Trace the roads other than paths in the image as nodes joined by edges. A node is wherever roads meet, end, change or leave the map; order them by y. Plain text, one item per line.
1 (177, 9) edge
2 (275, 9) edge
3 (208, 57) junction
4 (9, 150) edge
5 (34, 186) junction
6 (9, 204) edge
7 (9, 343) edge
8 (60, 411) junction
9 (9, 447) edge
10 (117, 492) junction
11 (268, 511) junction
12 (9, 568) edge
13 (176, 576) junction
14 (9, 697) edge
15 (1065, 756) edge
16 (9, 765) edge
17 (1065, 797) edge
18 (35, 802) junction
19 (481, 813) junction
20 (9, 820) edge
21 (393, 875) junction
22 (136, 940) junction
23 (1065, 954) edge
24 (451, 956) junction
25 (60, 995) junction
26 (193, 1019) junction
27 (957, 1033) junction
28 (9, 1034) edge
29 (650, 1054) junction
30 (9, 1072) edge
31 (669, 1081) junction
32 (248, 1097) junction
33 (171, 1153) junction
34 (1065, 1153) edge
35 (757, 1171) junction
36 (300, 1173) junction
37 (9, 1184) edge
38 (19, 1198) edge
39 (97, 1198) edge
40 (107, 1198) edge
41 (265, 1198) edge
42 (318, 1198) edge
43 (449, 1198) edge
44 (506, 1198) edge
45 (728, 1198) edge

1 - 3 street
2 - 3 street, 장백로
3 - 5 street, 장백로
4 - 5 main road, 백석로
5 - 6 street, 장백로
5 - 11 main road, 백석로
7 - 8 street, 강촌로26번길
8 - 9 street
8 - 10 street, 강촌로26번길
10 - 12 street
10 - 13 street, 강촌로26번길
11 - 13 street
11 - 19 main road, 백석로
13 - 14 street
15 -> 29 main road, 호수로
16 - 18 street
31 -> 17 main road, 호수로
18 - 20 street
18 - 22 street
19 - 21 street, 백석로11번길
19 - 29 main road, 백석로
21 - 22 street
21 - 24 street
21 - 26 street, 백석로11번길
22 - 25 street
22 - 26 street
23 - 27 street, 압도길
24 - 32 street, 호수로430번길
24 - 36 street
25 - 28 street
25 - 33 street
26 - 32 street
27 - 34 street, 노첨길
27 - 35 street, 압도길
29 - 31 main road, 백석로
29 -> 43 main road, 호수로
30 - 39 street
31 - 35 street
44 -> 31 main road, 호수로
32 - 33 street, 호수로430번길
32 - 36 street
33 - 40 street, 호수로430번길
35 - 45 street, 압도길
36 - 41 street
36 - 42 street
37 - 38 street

__YOUR OBJECTIVE__: Scan the lines above for the word "main", then copy each line that has it.

__WRITTEN SOLUTION__:
4 - 5 main road, 백석로
5 - 11 main road, 백석로
11 - 19 main road, 백석로
15 -> 29 main road, 호수로
31 -> 17 main road, 호수로
19 - 29 main road, 백석로
29 - 31 main road, 백석로
29 -> 43 main road, 호수로
44 -> 31 main road, 호수로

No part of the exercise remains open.